▸ What to produce: Scan the records below for the word "image". Copy each line where it appears.

+ + +

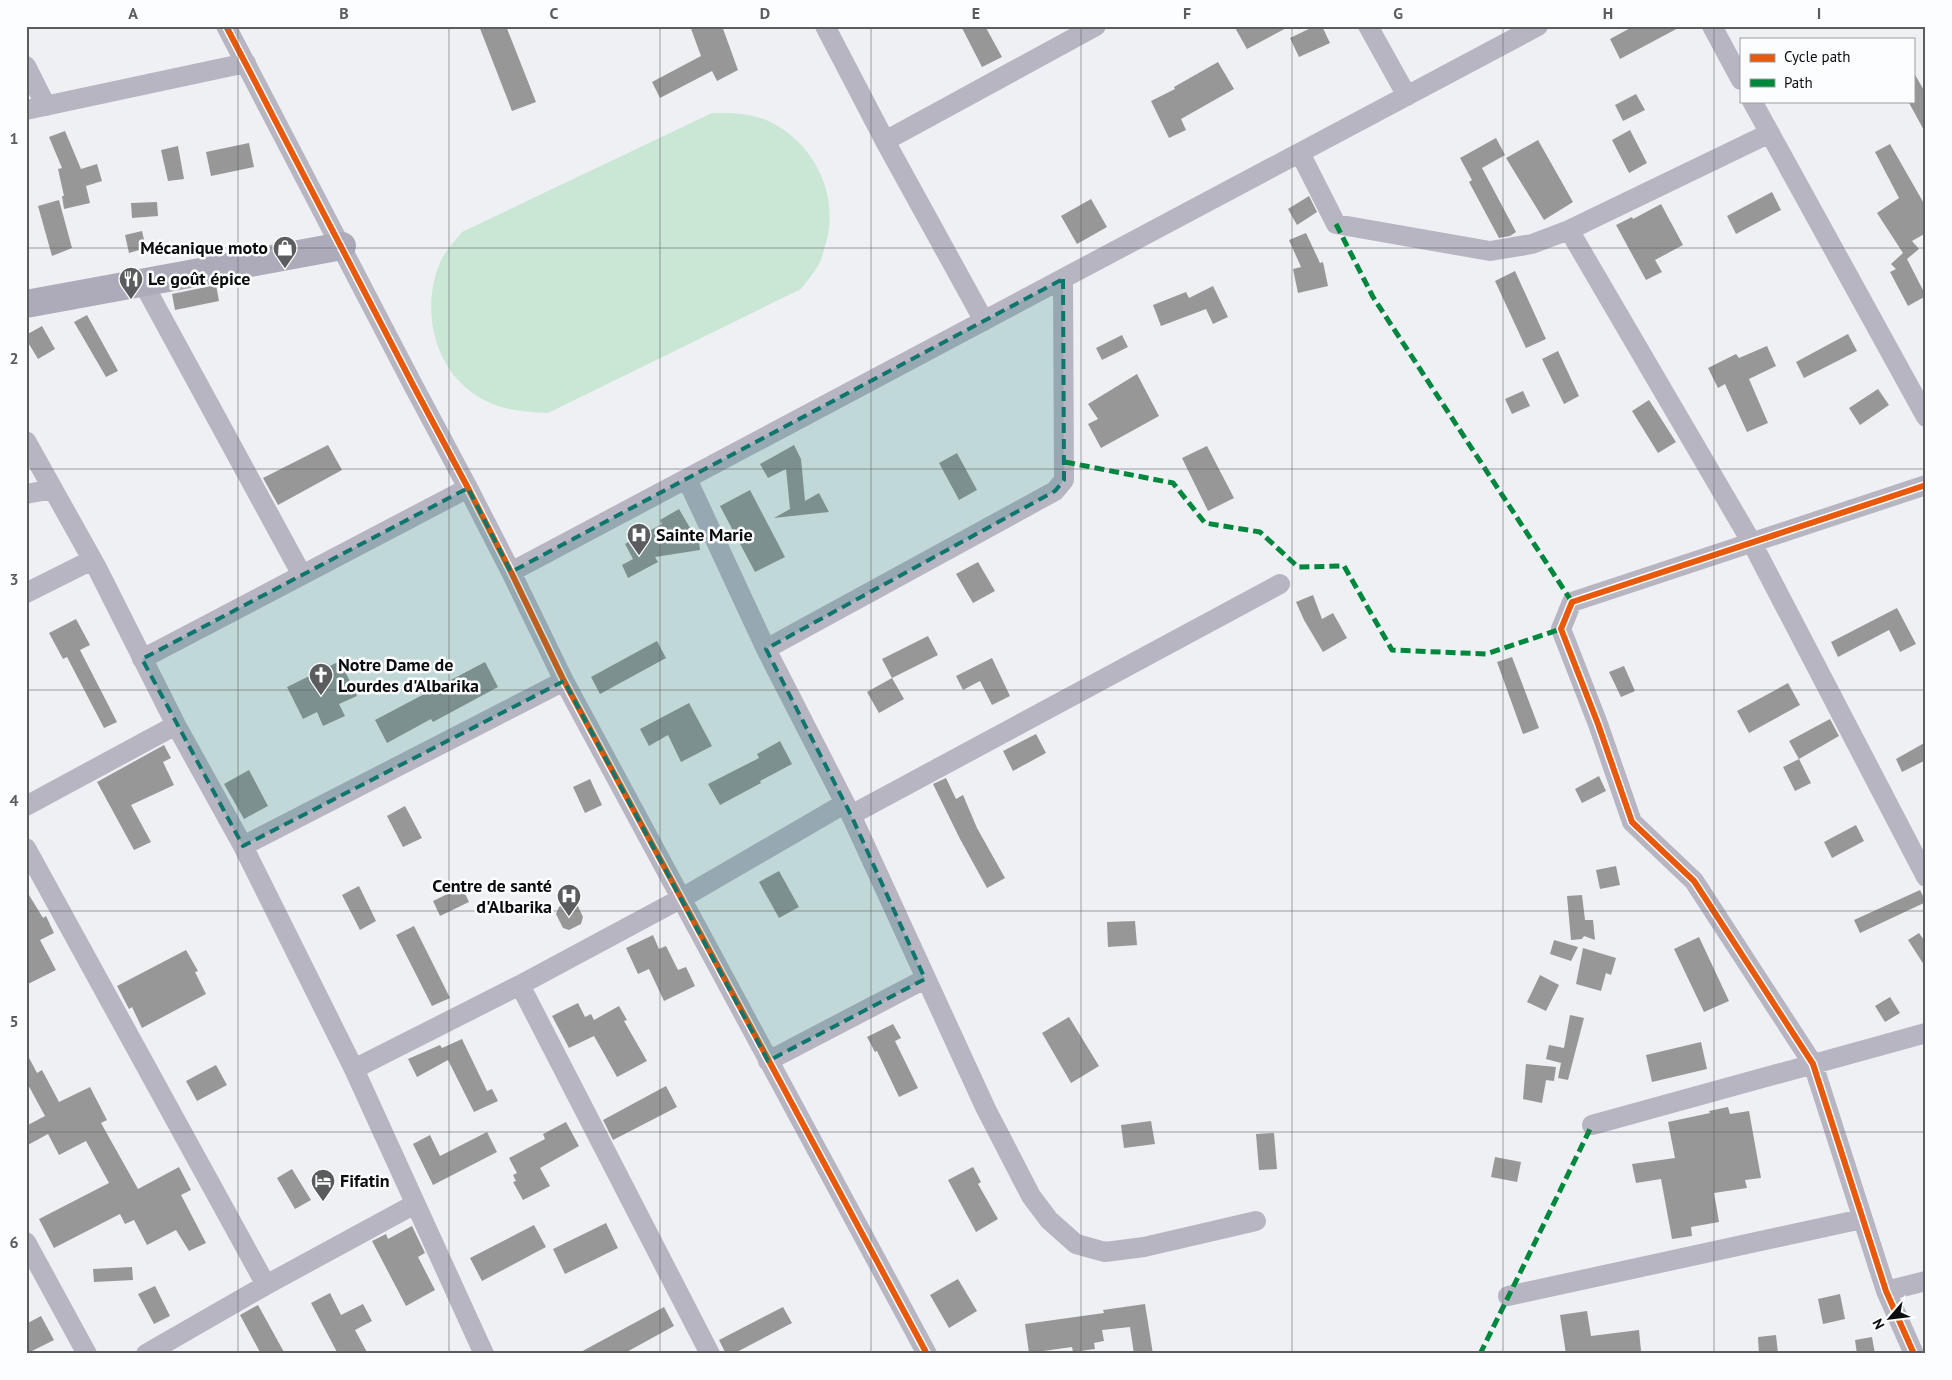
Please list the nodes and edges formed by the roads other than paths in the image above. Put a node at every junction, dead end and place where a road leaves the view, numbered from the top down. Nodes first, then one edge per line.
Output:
1 (226, 26) edge
2 (825, 26) edge
3 (1096, 26) edge
4 (1368, 26) edge
5 (1538, 26) edge
6 (1712, 26) edge
7 (246, 64) junction
8 (26, 66) edge
9 (1740, 78) edge
10 (1407, 96) junction
11 (1753, 102) edge
12 (46, 106) junction
13 (26, 110) edge
14 (1770, 133) junction
15 (885, 141) junction
16 (1300, 153) junction
17 (1569, 230) junction
18 (342, 246) junction
19 (1063, 279) junction
20 (143, 283) junction
21 (26, 304) edge
22 (984, 321) junction
23 (1926, 417) edge
24 (26, 441) edge
25 (686, 479) junction
26 (1926, 485) edge
27 (468, 488) junction
28 (53, 489) junction
29 (26, 494) edge
30 (1752, 543) junction
31 (92, 560) junction
32 (511, 572) junction
33 (302, 575) junction
34 (1280, 584) dead end
35 (26, 593) edge
36 (766, 649) junction
37 (142, 659) junction
38 (564, 681) junction
39 (176, 724) junction
40 (26, 806) edge
41 (847, 809) junction
42 (243, 846) junction
43 (26, 848) edge
44 (1926, 877) edge
45 (682, 898) junction
46 (925, 979) junction
47 (520, 985) junction
48 (1926, 1033) edge
49 (768, 1061) junction
50 (1813, 1064) junction
51 (354, 1069) junction
52 (1592, 1125) dead end
53 (415, 1204) junction
54 (1862, 1219) junction
55 (1256, 1221) dead end
56 (26, 1242) edge
57 (1926, 1281) edge
58 (266, 1285) junction
59 (1886, 1291) junction
60 (1508, 1296) dead end
61 (86, 1354) edge
62 (146, 1354) edge
63 (484, 1354) edge
64 (710, 1354) edge
65 (927, 1354) edge
66 (1914, 1354) edge

1 - 7 street
2 - 15 street
3 - 15 street
4 - 10 street
5 - 10 street
6 - 9 street
7 - 12 street
7 - 18 street
8 - 12 street
10 - 16 street
11 - 14 street
12 - 13 street
14 - 17 street
14 - 23 street
15 - 22 street
16 - 17 street
16 - 19 street
17 - 30 street
18 - 20 street
18 - 27 street
19 - 22 street
19 - 36 street
20 - 21 street
20 - 33 street
22 - 25 street
24 - 28 street
25 - 32 street
25 - 36 street
26 - 30 street
27 - 32 street
27 - 33 street
28 - 29 street
28 - 31 street
30 - 44 street
30 - 50 street
31 - 35 street
31 - 37 street
32 - 38 street
33 - 37 street
34 - 41 street
36 - 41 street
37 - 39 street
38 - 42 street
38 - 45 street
39 - 40 street
39 - 42 street
41 - 45 street
41 - 46 street
42 - 51 street
43 - 58 street
45 - 47 street
45 - 49 street
46 - 49 street
46 - 55 street
47 - 51 street
47 - 64 street
48 - 50 street
49 - 65 street
50 - 52 street
50 - 54 street
51 - 53 street
53 - 58 street
53 - 63 street
54 - 59 street
54 - 60 street
56 - 61 street
57 - 59 street
58 - 62 street
59 - 66 street

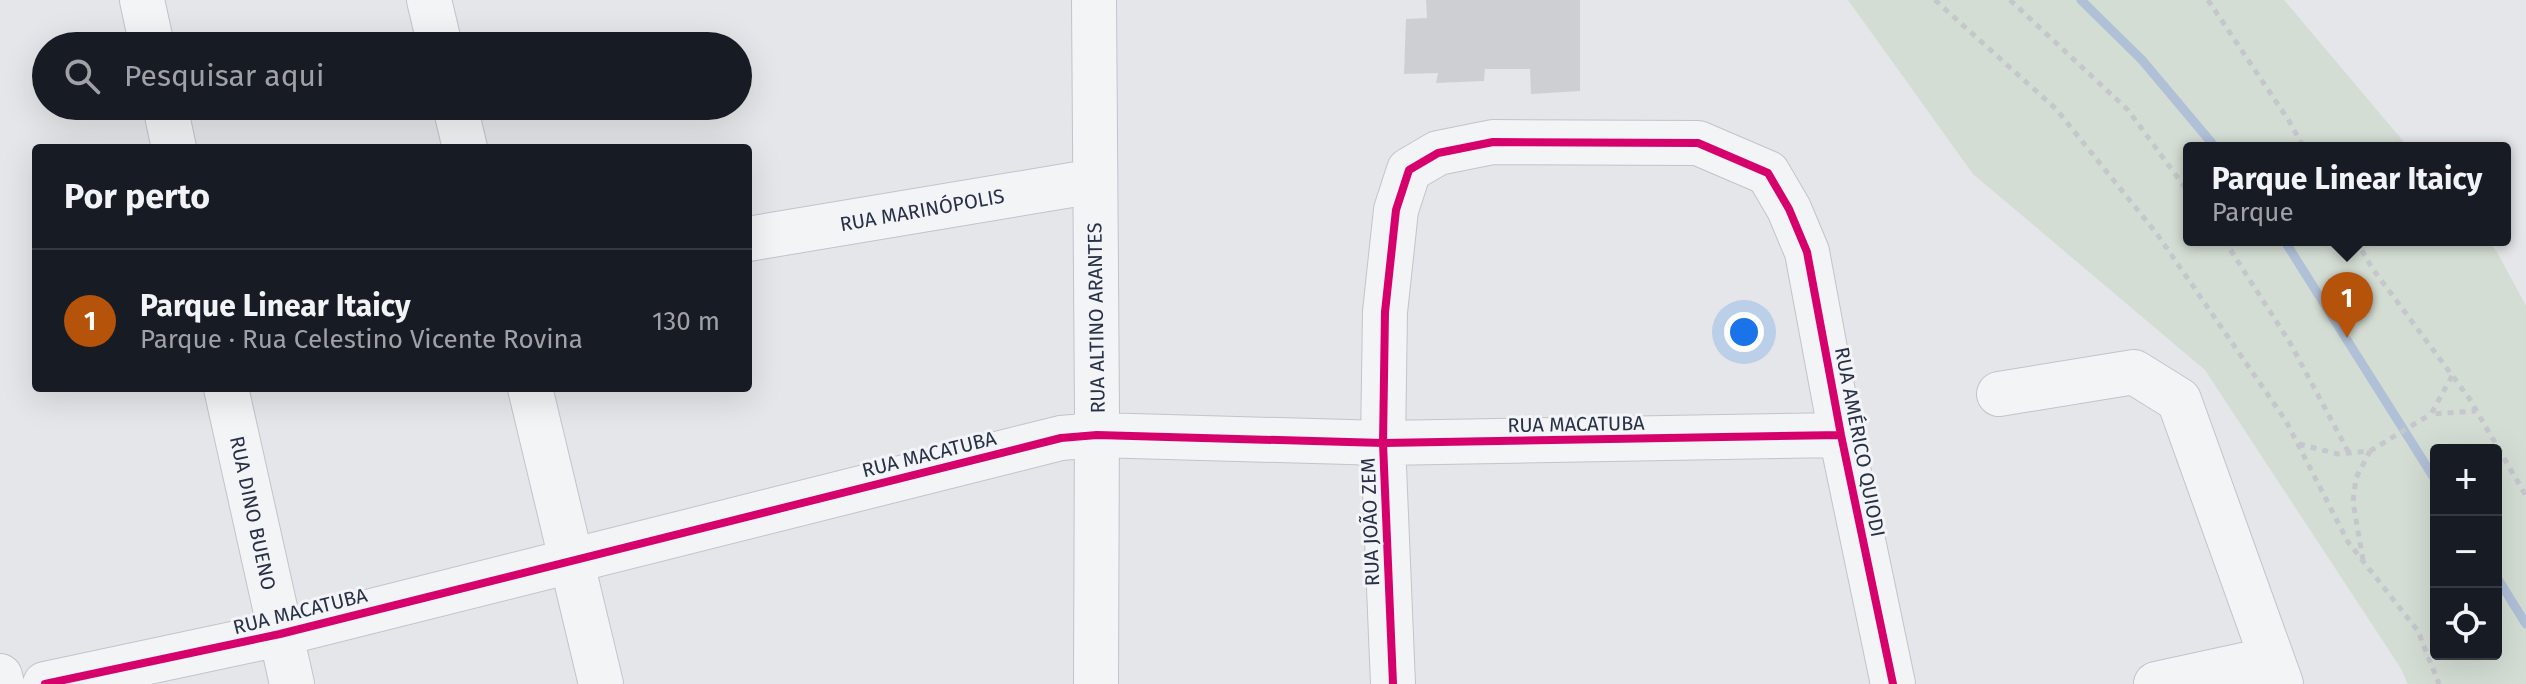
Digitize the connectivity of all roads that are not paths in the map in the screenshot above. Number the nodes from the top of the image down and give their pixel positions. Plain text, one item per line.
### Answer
1 (142, 0) edge
2 (429, 0) edge
3 (1094, 0) edge
4 (149, 32) edge
5 (437, 32) edge
6 (168, 120) edge
7 (458, 120) edge
8 (173, 144) edge
9 (464, 144) edge
10 (1409, 170) joint
11 (1095, 181) junction
12 (752, 238) edge
13 (227, 392) edge
14 (531, 392) edge
15 (1999, 394) dead end
16 (1097, 435) junction
17 (1841, 435) junction
18 (1383, 443) junction
19 (571, 559) junction
20 (280, 634) junction
21 (2276, 671) edge
22 (0, 676) edge
23 (2, 684) edge
24 (45, 684) edge
25 (292, 684) edge
26 (601, 684) edge
27 (1096, 684) edge
28 (1393, 684) edge
29 (1893, 684) edge
30 (2156, 684) edge

1 - 4 street
2 - 5 street
3 - 11 street, RUA ALTINO ARANTES
6 - 8 street
7 - 9 street
10 - 17 street, RUA AMÉRICO QUIODI
10 - 18 street, RUA JOÃO ZEM
11 - 12 street, RUA MARINÓPOLIS
11 - 16 street, RUA ALTINO ARANTES
13 - 20 street, RUA DINO BUENO
14 - 19 street
15 - 21 street
16 - 18 street, RUA MACATUBA
16 - 19 street, RUA MACATUBA
16 - 27 street, RUA ALTINO ARANTES
17 - 18 street, RUA MACATUBA
17 - 29 street, RUA AMÉRICO QUIODI
18 - 28 street, RUA JOÃO ZEM
19 - 20 street, RUA MACATUBA
19 - 26 street
20 - 24 street, RUA MACATUBA
20 - 25 street, RUA DINO BUENO
21 - 30 street
22 - 23 street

+ + +

▸ Task answer:
Please list the nodes and edges formed by the roads other than paths in the image above. Put a node at every junction, dead end and place where a road leaves the view, numbered from the top down. Nodes first, then one edge per line.
Digitize the connectivity of all roads that are not paths in the map in the screenshot above. Number the nodes from the top of the image down and give their pixel positions. Plain text, one item per line.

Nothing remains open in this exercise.